COLUMBUS (AP) – Go ahead, boo Michigan. Just be nice about it.

Ohio State University officials, not wanting to ban tailgating or other game-day fun, are encouraging football fans to be more respectful.

University President Karen Holbrook has asked Bill Hall, the vice president for student affairs, to create a committee to study fan behavior. Also likely to be part of the group are students, Athletic Director Andy Geiger, alumni and representatives from the staff and the city.

“This is not a wholesale change in trying to get people to do different things,” Holbrook said Friday. “It’s really just saying, ‘Please think about what you’re doing and the message you send about the university.'”

“We’re not going to come out with a policy.
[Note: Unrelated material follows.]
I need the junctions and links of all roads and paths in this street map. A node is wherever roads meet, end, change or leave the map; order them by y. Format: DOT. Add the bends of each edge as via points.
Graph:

This is going to be a long-term approach,” Hall said. “And it’s going to be one more of education, of setting a tone of tolerance.”
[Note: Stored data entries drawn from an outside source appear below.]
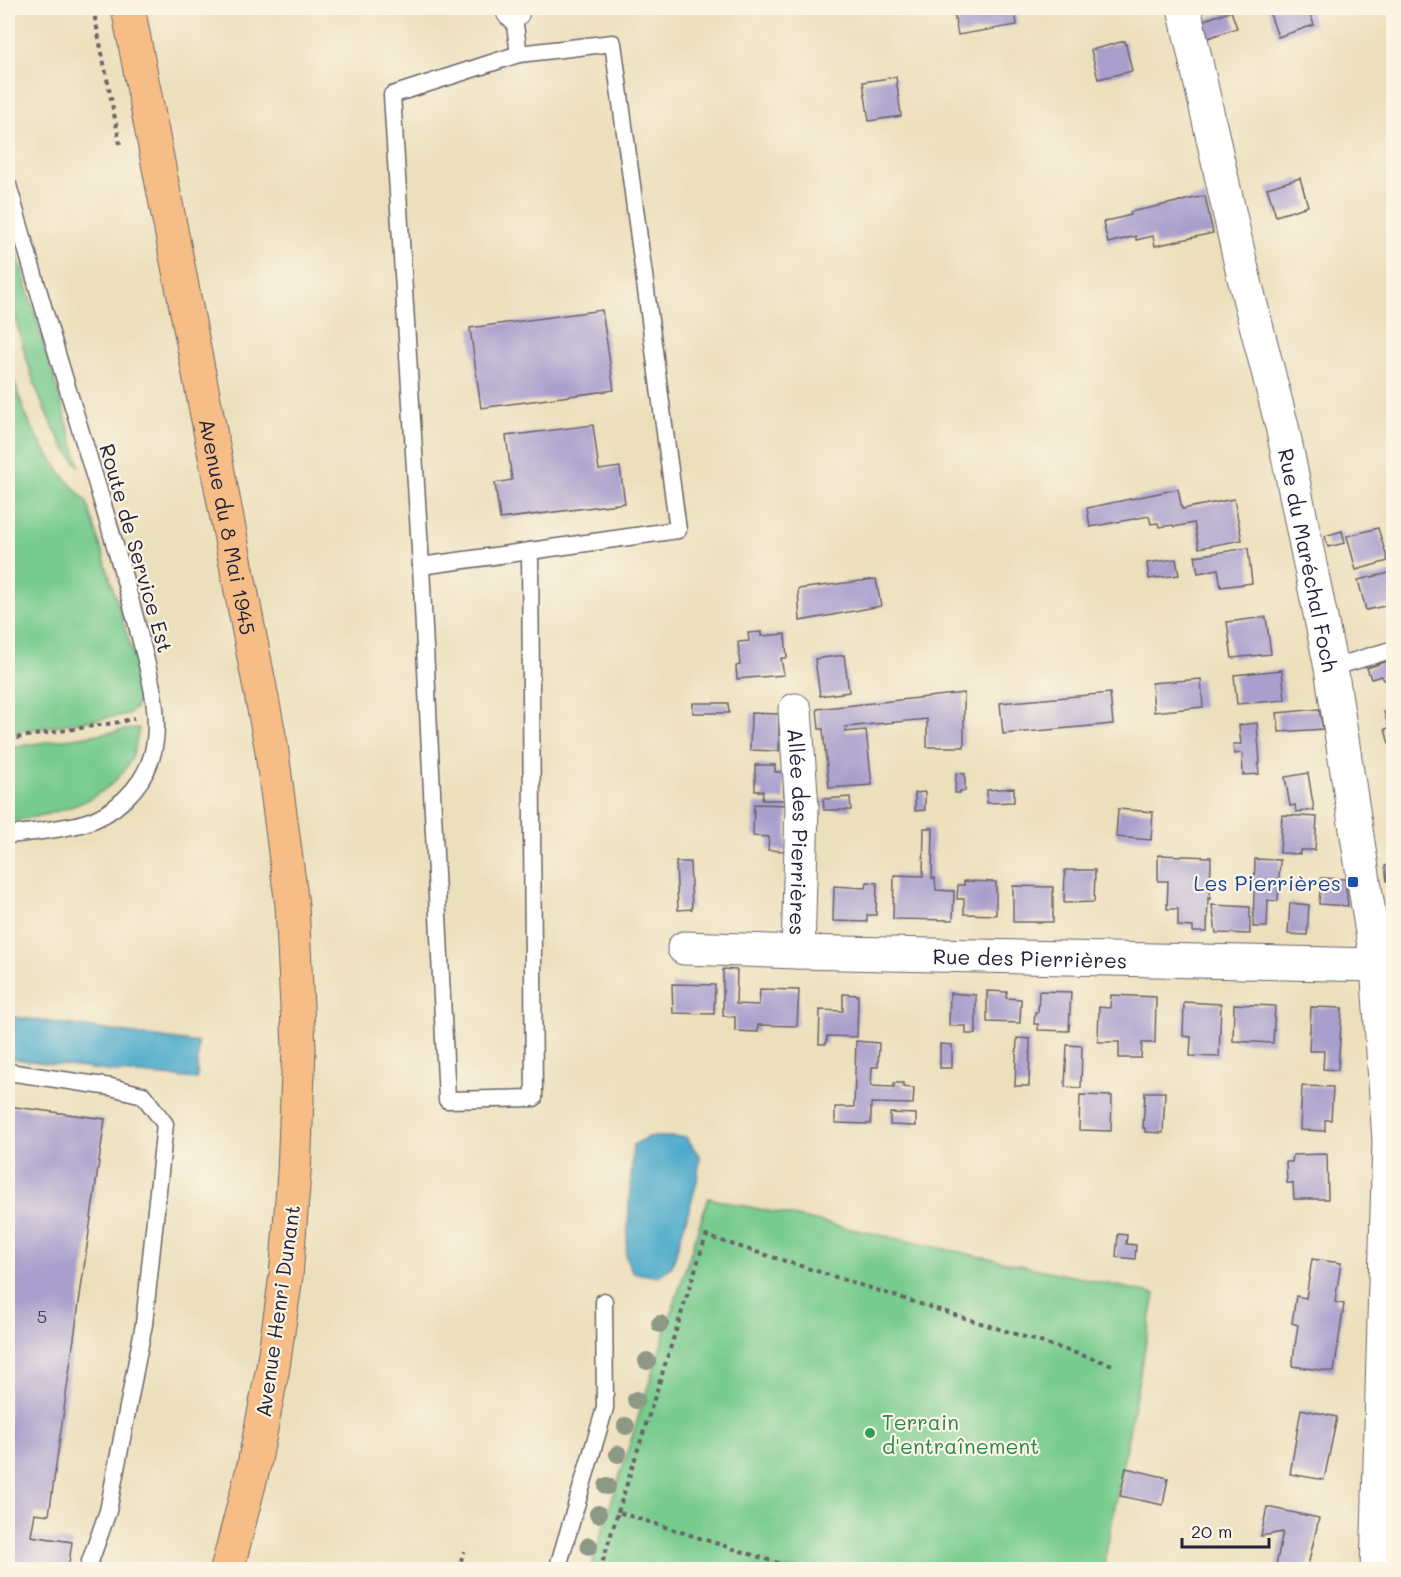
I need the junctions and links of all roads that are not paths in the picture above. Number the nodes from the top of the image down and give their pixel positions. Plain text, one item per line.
1 (128, 8) edge
2 (1184, 8) edge
3 (513, 9) edge
4 (519, 54) junction
5 (8, 185) edge
6 (530, 551) junction
7 (421, 566) junction
8 (1394, 649) edge
9 (1331, 668) junction
10 (795, 710) dead end
11 (8, 835) edge
12 (684, 948) dead end
13 (798, 952) junction
14 (1377, 964) junction
15 (299, 1048) joint
16 (8, 1072) edge
17 (1391, 1119) edge
18 (604, 1301) dead end
19 (87, 1569) edge
20 (227, 1569) edge
21 (557, 1569) edge
22 (1377, 1569) edge

1 - 15 main road, Avenue du 8 Mai 1945
2 - 9 street, Rue du Maréchal Foch
3 - 4 lane
4 - 6 lane
4 - 7 lane
5 - 11 lane, Route de Service Est
6 - 7 lane
6 - 7 lane
8 - 9 lane
9 - 14 street, Rue du Maréchal Foch
10 - 13 street, Allée des Pierrières
12 - 13 street, Rue des Pierrières
13 - 14 street, Rue des Pierrières
14 - 17 street, Rue du Maréchal Foch
15 - 20 main road, Avenue Henri Dunant
16 - 19 lane
17 - 22 street, Rue du Maréchal Foch
18 - 21 lane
Ohio State officials also are trying to quiet the wild parties that have occurred in recent years near campus.

When large off-campus parties led to property destruction last spring, the university joined forces with the city, threatening to suspend students who broke the law. When alcohol was cited as the catalyst for the problems, Ohio State worked with beer retailers to curb weekend sales.
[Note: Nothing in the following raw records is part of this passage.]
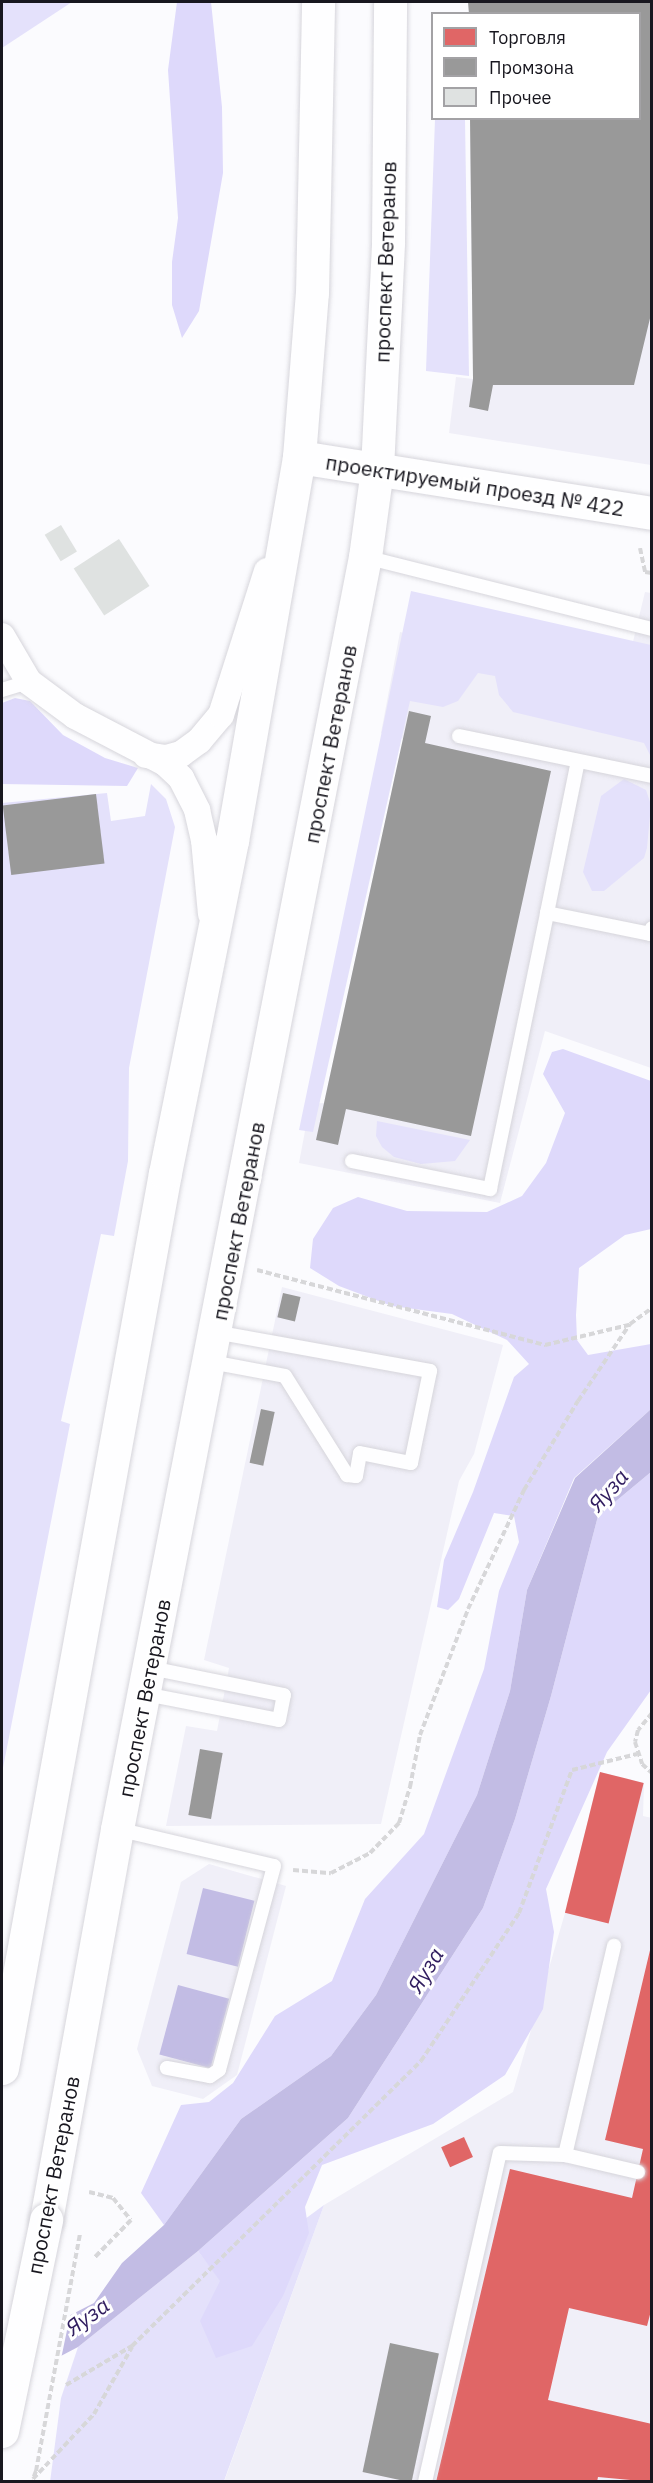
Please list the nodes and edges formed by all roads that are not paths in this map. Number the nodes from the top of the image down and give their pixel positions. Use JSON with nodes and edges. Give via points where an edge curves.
{"nodes":[{"id":1,"x":318,"y":2,"type":"edge"},
{"id":2,"x":390,"y":2,"type":"edge"},
{"id":3,"x":377,"y":469,"type":"junction"},
{"id":4,"x":297,"y":470,"type":"junction"},
{"id":5,"x":651,"y":513,"type":"edge"},
{"id":6,"x":365,"y":556,"type":"junction"},
{"id":7,"x":651,"y":629,"type":"edge"},
{"id":8,"x":2,"y":636,"type":"edge"},
{"id":9,"x":29,"y":682,"type":"junction"},
{"id":10,"x":2,"y":690,"type":"edge"},
{"id":11,"x":459,"y":736,"type":"dead end"},
{"id":12,"x":146,"y":755,"type":"junction"},
{"id":13,"x":578,"y":761,"type":"junction"},
{"id":14,"x":651,"y":776,"type":"edge"},
{"id":15,"x":547,"y":913,"type":"junction"},
{"id":16,"x":651,"y":932,"type":"edge"},
{"id":17,"x":212,"y":933,"type":"junction"},
{"id":18,"x":352,"y":1161,"type":"dead end"},
{"id":19,"x":213,"y":1347,"type":"junction"},
{"id":20,"x":147,"y":1681,"type":"junction"},
{"id":21,"x":117,"y":1829,"type":"junction"},
{"id":22,"x":614,"y":1946,"type":"dead end"},
{"id":23,"x":2,"y":2068,"type":"edge"},
{"id":24,"x":167,"y":2068,"type":"dead end"},
{"id":25,"x":565,"y":2155,"type":"junction"},
{"id":26,"x":638,"y":2172,"type":"dead end"},
{"id":27,"x":2,"y":2431,"type":"edge"},
{"id":28,"x":425,"y":2481,"type":"edge"}],
"edges":[{"from":1,"to":4,"type":"main road","via":[[312,293]]},
{"from":2,"to":3,"type":"main road","name":"проспект Ветеранов","via":[[388,242]]},
{"from":3,"to":4,"type":"main road","name":"проектируемый проезд № 422"},
{"from":3,"to":5,"type":"main road","name":"проектируемый проезд № 422"},
{"from":3,"to":6,"type":"main road","name":"проспект Ветеранов"},
{"from":4,"to":12,"type":"street","via":[[221,715],[199,741],[181,754],[166,758]]},
{"from":4,"to":17,"type":"main road"},
{"from":6,"to":7,"type":"lane","via":[[571,612]]},
{"from":6,"to":19,"type":"main road","name":"проспект Ветеранов"},
{"from":8,"to":9,"type":"street"},
{"from":9,"to":10,"type":"lane"},
{"from":9,"to":12,"type":"street","via":[[75,716]]},
{"from":11,"to":13,"type":"lane"},
{"from":12,"to":17,"type":"street","via":[[165,763],[181,777],[197,810],[204,840]]},
{"from":13,"to":14,"type":"lane"},
{"from":13,"to":15,"type":"lane"},
{"from":15,"to":16,"type":"lane"},
{"from":15,"to":18,"type":"lane","via":[[490,1189]]},
{"from":17,"to":23,"type":"main road","via":[[76,1647]]},
{"from":19,"to":19,"type":"lane","via":[[285,1376],[348,1475],[356,1476],[360,1453],[411,1463],[430,1371]]},
{"from":19,"to":20,"type":"main road","name":"проспект Ветеранов"},
{"from":20,"to":20,"type":"lane","via":[[279,1720],[284,1695]]},
{"from":20,"to":21,"type":"main road","name":"проспект Ветеранов"},
{"from":21,"to":24,"type":"lane","via":[[274,1866],[219,2070],[210,2076]]},
{"from":21,"to":27,"type":"main road","name":"проспект Ветеранов","bridge":true,"via":[[46,2220]]},
{"from":22,"to":25,"type":"lane"},
{"from":25,"to":26,"type":"lane"},
{"from":25,"to":28,"type":"lane","via":[[500,2152]]}]}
But drinking around Ohio Stadium is openly tolerated on game day, even as Hall and others acknowledge that it adds to the problems.

“There’s an inconsistency there,” Hall said, praising Holbrook for addressing it. “People have sort of looked the other way and she’s not willing to do that.”

Holbrook worries that the behavior – which includes foul language, lewd T-shirts and taunting fans and coaches of opposing teams – works against the university’s attempt to promote academics. She said Ohio State has a chance to be a national leader in tackling the issue.

“The kind of story I’m trying to tell is we have some of the best students in the nation,” she said. “So much can be undone” by bad behavior.

University spokesman Lee Tashjian said Ohio State wants to emphasize that the objectionable behavior involves only a small number of fans.

Chris Stankovich, a sports psychologist and founder of Champion Athletic Consulting in Columbus, believes tempers tend to rise along with ticket prices.

“More and more fans have that expectation that they are going to get their money’s worth, that they paid for their seat and they have a right to do and say what they want,” he said.